[pgpool-general: 8951] Re: pgpool 4.4.4: reading status file: 1 th backend is set to down status
Camarena Daniel
Daniel.Camarena at azo.com
Tue Oct 17 23:21:23 JST 2023
Hi Tatsuo,
to be honest I just have chosen the Bitnami solution because they offered docker containers and an up to date example to configure the dockerized cluster. As I mentioned, I’m just the user in the middle. I agree that Bitnami should take care of that behaviour and I will let them know.
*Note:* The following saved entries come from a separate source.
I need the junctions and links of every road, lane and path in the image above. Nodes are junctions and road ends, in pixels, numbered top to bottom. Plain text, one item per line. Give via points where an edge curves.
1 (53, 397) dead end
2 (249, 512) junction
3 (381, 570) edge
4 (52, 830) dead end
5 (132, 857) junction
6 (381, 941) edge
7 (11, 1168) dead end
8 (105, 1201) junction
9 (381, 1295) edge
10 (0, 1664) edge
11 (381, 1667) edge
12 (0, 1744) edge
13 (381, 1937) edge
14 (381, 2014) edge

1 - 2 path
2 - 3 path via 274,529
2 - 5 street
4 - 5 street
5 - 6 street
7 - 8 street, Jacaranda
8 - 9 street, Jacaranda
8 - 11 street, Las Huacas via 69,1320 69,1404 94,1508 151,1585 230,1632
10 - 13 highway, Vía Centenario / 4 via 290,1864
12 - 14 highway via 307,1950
Now knowing pgpool-II and it's capabilities better I'll give it a try to set up a postgres cluster with just pgpool-II. I'm using docker-compose for orchestration. Can I use anyway the Pgpool-II Docker images for Kubernetes<https://hub.docker.com/r/pgpool/pgpool> or do I need to create my own docker image?
Thanks, regards, Daniel
AZO GmbH & Co. KG
Rosenberger Str. 28
D-74706
Osterburken
Tel.: +49 6291 92-6449
Mob.: +49 162 9919448
Fax: +49 6291 9290449
Mail: Daniel.Camarena at azo.com
Web: www.azo.com
AZO. We Love Ingredients.
KG: Sitz Osterburken, Register-Gericht Mannheim HRA 450086, Persönlich haftende Gesellschafterin: AZO Beteiligungs GmbH, Sitz Osterburken, Register-Gericht Mannheim HRB 450261
Geschäftsführer: Rainer Zimmermann | Daniel Auerhammer | Dr. Matthias Fechner | Jan-Wilko Helms | Dennis Künkel
Diese E-Mail einschließlich ihrer Anhänge ist vertraulich. Wir bitten Sie, eine fehlgeleitete E-Mail zu löschen und uns eine Nachricht zukommen zu lassen. Wir haben die E-Mail vor dem Versenden auf Virenfreiheit geprüft. Eine Haftung für Virenfreiheit schließen wir jedoch aus.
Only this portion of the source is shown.